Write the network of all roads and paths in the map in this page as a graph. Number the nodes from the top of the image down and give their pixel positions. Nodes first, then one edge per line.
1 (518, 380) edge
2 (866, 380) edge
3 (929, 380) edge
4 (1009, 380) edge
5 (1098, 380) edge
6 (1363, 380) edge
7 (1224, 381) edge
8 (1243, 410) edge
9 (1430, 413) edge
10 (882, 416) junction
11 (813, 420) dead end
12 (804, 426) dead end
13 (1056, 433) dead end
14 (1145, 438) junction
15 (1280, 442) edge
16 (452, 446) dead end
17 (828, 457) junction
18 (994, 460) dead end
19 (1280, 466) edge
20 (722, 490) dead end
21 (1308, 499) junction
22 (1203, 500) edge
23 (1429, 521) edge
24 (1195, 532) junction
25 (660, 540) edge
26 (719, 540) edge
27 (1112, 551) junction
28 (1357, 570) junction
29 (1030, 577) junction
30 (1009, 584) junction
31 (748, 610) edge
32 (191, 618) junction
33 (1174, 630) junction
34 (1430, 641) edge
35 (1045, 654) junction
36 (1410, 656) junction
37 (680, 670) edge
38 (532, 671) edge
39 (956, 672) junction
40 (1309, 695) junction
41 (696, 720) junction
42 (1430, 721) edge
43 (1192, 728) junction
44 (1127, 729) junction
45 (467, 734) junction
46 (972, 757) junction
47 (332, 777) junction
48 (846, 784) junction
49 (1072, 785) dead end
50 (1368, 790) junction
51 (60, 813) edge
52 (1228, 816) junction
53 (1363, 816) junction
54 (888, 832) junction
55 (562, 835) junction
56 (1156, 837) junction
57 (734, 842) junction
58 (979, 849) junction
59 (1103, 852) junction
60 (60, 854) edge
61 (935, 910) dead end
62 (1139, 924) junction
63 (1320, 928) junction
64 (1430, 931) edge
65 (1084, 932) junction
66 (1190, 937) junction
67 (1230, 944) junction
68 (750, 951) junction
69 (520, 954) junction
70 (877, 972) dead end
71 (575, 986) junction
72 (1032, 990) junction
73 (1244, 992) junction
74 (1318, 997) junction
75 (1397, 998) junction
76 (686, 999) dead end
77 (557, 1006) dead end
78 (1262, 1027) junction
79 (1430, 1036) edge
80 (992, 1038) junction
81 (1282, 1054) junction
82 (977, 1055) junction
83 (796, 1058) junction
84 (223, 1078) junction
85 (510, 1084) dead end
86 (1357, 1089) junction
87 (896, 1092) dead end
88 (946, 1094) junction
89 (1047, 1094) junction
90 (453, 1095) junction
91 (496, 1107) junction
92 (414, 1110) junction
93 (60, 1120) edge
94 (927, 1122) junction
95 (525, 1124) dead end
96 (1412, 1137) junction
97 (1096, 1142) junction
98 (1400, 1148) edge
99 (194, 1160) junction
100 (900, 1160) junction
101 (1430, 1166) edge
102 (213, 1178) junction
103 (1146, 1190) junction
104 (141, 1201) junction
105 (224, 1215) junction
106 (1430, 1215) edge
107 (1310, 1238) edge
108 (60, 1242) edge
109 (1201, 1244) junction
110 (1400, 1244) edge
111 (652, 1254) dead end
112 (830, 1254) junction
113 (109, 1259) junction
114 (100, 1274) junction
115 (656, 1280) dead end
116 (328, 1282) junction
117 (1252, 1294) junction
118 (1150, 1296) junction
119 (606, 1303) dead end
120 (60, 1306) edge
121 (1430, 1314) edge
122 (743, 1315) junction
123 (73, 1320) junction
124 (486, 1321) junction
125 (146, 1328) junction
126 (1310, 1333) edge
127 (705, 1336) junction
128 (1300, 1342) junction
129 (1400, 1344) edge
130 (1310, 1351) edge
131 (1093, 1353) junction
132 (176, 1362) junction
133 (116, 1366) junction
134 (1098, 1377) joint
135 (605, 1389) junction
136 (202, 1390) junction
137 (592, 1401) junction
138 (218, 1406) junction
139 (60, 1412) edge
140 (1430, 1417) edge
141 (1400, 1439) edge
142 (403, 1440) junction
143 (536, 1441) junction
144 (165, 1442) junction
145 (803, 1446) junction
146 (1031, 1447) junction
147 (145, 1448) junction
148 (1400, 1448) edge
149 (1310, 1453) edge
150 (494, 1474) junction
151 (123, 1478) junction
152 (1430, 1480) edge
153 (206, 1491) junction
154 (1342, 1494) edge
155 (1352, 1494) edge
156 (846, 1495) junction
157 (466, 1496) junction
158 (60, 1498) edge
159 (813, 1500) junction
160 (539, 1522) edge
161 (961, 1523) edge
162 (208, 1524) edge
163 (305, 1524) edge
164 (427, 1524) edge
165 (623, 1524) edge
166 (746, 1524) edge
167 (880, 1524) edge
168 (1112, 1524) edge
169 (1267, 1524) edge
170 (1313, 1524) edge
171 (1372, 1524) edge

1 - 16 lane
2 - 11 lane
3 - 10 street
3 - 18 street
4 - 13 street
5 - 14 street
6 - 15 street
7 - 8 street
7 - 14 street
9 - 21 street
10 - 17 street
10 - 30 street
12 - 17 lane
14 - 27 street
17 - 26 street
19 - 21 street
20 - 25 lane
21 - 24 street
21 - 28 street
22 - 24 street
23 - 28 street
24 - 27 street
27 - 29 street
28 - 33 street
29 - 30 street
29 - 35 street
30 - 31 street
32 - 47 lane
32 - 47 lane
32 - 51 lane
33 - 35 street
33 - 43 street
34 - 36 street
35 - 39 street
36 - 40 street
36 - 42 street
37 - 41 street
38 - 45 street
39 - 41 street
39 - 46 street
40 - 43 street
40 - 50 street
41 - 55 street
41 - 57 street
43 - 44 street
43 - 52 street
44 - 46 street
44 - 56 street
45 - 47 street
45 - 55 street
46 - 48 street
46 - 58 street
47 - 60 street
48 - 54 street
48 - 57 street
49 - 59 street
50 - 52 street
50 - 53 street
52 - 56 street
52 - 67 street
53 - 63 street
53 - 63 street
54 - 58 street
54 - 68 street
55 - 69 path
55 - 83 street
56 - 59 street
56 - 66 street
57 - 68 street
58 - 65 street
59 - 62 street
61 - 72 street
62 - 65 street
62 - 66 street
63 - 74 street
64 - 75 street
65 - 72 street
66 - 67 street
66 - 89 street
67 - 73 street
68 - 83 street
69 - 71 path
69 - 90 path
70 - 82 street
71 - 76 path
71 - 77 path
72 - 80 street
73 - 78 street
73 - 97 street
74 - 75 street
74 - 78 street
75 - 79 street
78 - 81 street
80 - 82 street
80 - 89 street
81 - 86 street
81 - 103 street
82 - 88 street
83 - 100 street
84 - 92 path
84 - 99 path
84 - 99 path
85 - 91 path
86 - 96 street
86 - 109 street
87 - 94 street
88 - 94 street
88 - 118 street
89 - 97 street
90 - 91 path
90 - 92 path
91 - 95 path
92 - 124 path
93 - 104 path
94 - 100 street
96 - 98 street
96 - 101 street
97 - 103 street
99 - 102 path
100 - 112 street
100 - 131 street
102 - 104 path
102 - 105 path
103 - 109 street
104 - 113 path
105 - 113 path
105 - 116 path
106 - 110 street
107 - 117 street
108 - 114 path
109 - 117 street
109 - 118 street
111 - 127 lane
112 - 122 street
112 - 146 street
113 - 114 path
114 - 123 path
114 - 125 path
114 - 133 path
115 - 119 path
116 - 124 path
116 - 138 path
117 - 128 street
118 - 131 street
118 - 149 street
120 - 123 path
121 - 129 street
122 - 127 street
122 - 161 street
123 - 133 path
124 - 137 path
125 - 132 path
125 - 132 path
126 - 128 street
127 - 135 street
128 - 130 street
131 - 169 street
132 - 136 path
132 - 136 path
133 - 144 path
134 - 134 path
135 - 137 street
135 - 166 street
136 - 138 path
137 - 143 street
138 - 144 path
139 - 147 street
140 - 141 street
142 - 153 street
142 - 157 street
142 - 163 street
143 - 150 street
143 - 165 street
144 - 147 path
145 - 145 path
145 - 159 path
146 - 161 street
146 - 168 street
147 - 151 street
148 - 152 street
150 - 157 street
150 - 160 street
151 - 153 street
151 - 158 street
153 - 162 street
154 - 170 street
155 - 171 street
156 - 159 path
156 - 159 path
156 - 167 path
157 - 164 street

◇ ◇ ◇

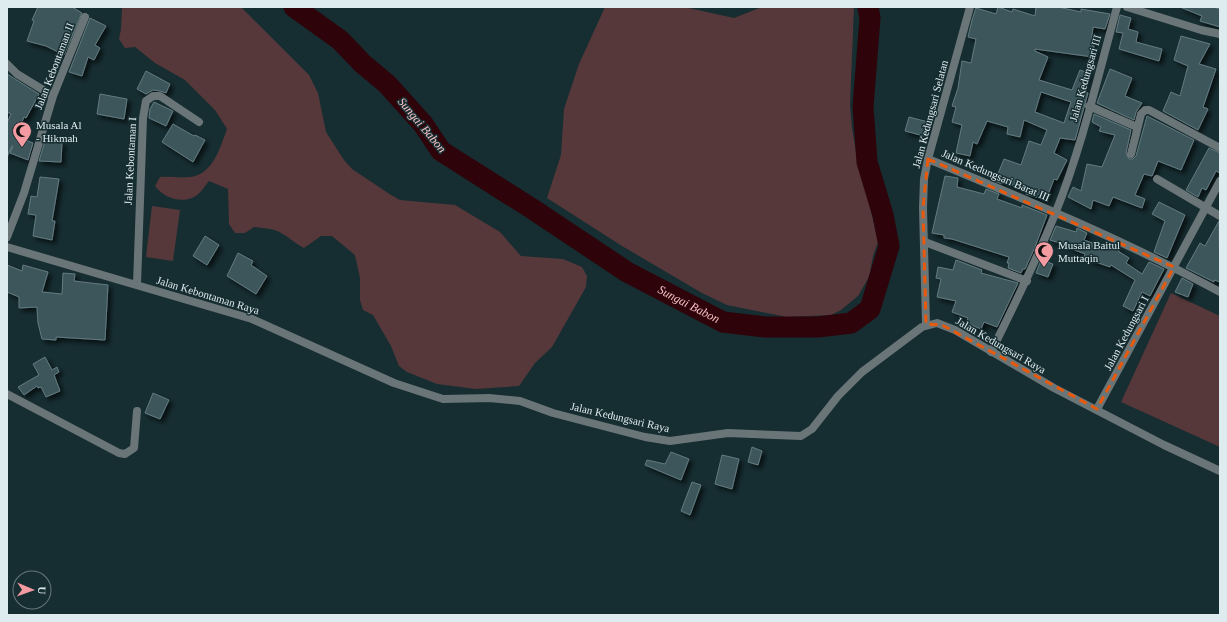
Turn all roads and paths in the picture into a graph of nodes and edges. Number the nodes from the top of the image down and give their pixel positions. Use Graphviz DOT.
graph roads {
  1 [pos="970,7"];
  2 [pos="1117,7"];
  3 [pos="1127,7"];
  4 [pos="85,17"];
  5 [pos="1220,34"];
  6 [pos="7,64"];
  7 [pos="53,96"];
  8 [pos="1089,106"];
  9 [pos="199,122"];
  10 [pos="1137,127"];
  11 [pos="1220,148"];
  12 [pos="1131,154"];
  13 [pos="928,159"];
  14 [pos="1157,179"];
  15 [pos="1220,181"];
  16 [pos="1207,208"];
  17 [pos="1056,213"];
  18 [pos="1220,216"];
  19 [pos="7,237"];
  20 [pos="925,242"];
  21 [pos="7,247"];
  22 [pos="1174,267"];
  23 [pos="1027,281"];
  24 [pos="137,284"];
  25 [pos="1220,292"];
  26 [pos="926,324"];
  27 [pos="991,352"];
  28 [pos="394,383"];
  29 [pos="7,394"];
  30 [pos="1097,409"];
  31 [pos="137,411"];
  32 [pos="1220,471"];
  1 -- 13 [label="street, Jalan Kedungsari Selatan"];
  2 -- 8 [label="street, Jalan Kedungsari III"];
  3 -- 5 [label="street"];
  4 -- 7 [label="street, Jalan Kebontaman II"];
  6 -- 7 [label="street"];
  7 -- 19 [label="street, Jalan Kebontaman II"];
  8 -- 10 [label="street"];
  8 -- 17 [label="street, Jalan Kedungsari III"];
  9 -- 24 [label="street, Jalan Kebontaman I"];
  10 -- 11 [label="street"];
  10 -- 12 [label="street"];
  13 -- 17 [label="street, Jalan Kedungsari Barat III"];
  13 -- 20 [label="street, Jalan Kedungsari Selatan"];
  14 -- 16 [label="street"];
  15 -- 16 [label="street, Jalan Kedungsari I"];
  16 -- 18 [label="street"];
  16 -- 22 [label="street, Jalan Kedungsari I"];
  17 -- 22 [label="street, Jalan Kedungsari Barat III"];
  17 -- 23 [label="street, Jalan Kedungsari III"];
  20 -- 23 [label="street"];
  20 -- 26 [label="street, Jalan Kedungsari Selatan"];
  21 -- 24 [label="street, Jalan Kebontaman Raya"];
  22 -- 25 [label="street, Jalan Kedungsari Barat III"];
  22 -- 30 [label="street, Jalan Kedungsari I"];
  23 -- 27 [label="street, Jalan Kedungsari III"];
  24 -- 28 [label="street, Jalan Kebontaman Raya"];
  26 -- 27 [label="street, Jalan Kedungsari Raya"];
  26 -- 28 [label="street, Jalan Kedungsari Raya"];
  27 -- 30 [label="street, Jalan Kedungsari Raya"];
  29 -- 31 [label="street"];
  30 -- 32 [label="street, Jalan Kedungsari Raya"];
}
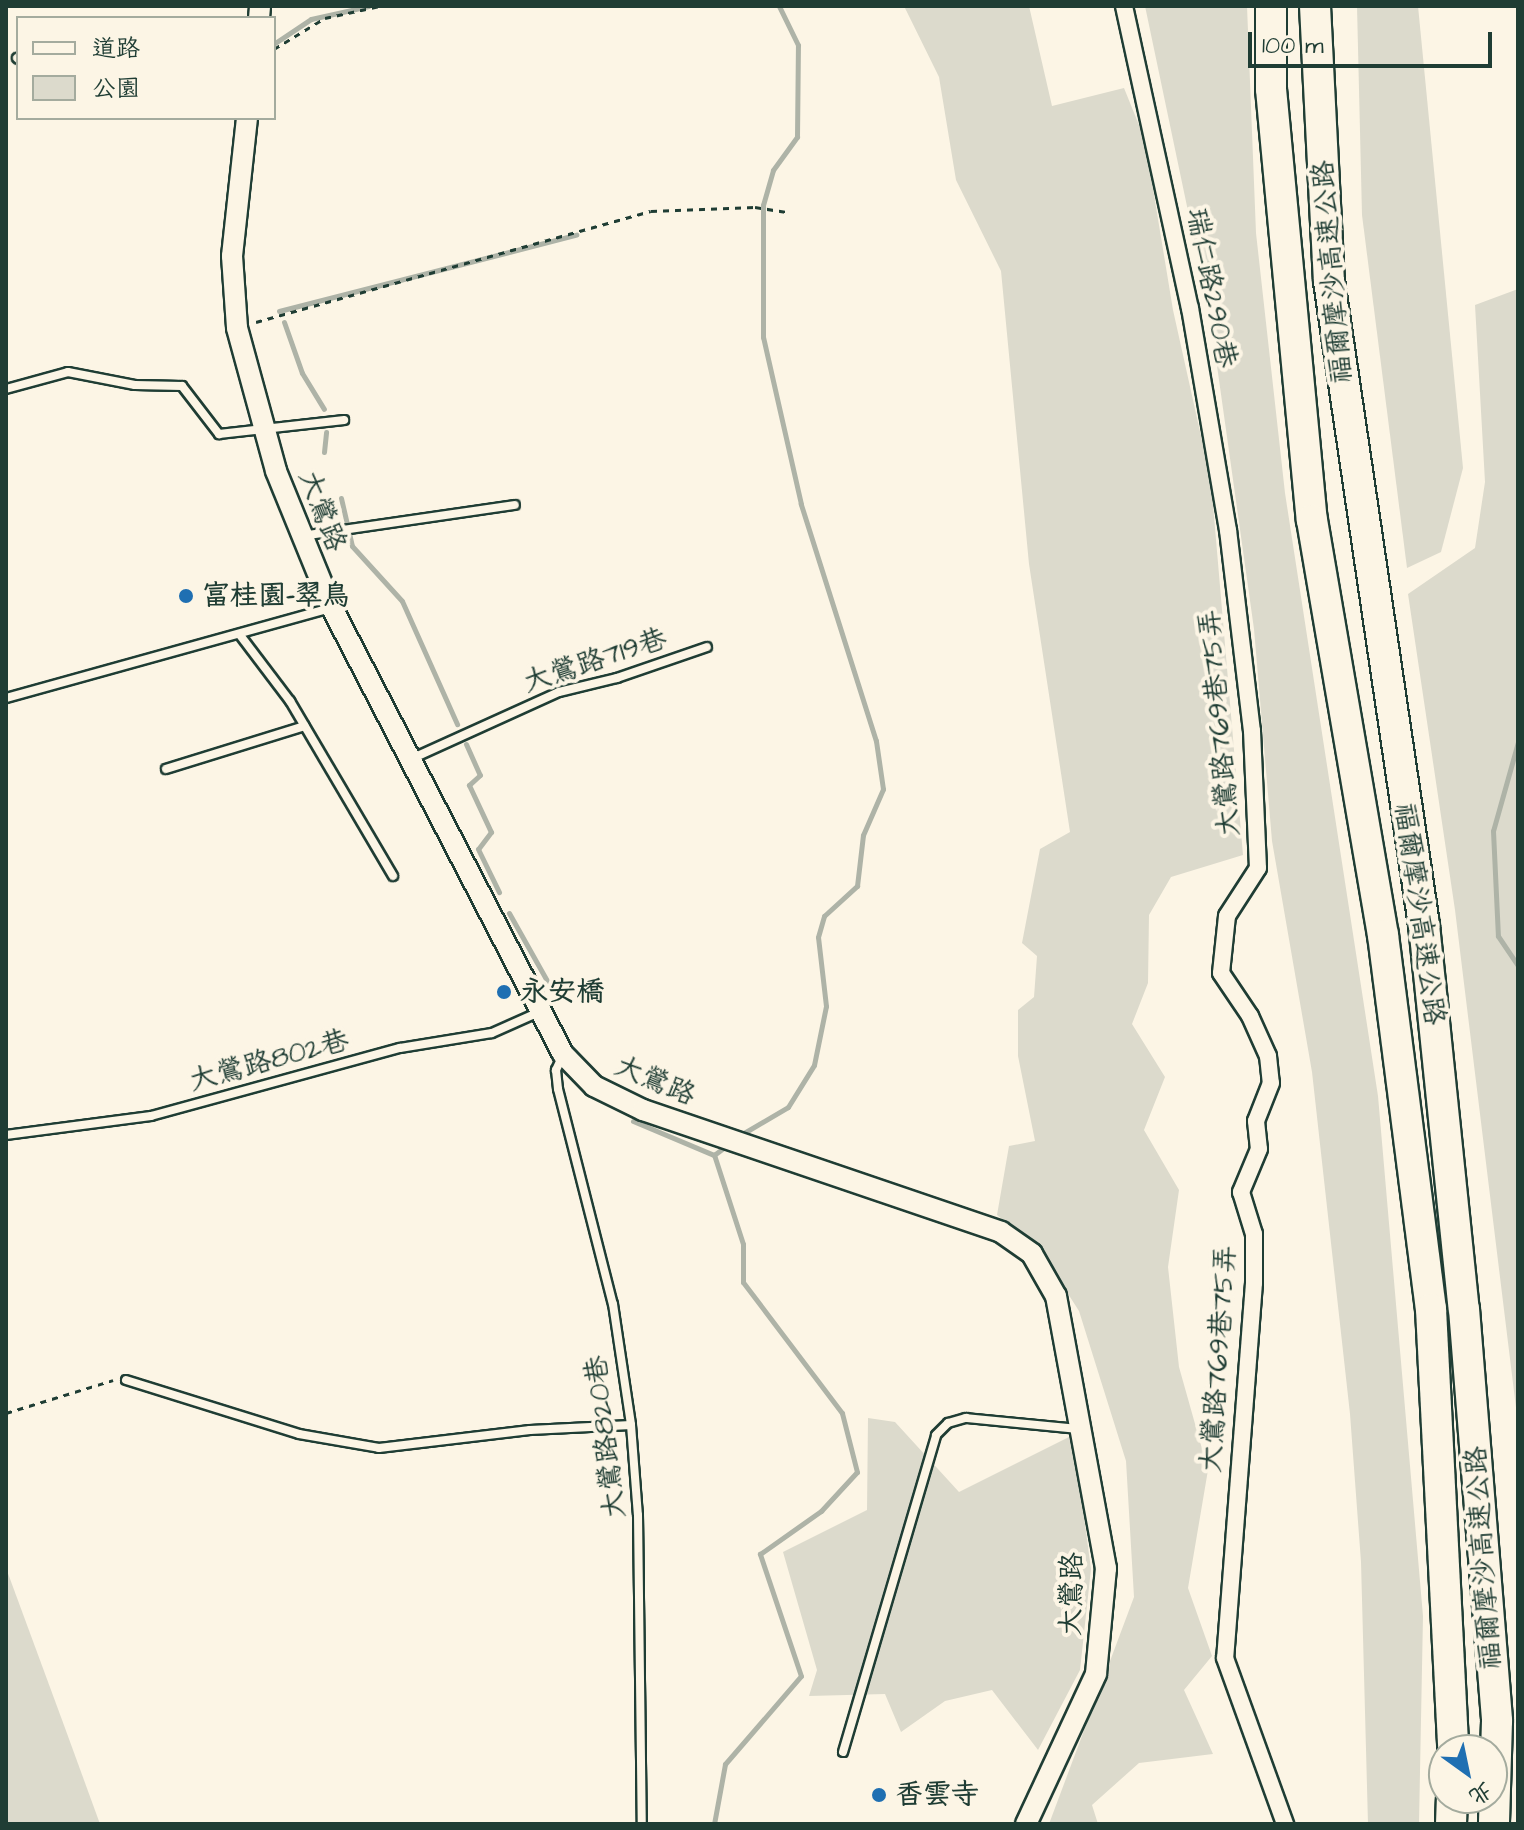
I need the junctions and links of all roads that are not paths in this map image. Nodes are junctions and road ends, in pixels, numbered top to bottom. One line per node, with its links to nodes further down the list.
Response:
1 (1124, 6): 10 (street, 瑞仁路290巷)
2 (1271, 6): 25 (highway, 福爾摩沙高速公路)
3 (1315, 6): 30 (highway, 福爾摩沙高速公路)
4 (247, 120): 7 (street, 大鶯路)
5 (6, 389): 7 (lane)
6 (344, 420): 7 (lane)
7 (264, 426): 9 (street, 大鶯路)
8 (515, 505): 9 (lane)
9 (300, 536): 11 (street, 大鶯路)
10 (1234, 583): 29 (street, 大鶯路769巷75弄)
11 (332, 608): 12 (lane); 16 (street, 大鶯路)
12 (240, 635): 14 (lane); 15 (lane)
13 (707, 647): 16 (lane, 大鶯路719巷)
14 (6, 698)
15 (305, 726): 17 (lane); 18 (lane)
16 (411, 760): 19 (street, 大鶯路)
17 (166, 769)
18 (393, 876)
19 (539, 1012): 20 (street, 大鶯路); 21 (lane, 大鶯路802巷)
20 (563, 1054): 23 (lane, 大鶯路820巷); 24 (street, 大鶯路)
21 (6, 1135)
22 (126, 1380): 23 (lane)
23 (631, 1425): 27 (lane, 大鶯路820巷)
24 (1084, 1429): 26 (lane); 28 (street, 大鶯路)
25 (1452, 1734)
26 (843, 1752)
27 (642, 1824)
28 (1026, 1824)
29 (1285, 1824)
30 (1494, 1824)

◇ ◇ ◇

* [Exercise directions]: Once you have located every line with the word "this" in the material above, list those lines.

* [Your response]:
Write the network of all roads and paths in the map in this page as a graph. Number the nodes from the top of the image down and give their pixel positions. Nodes first, then one edge per line.
I need the junctions and links of all roads that are not paths in this map image. Nodes are junctions and road ends, in pixels, numbered top to bottom. One line per node, with its links to nodes further down the list.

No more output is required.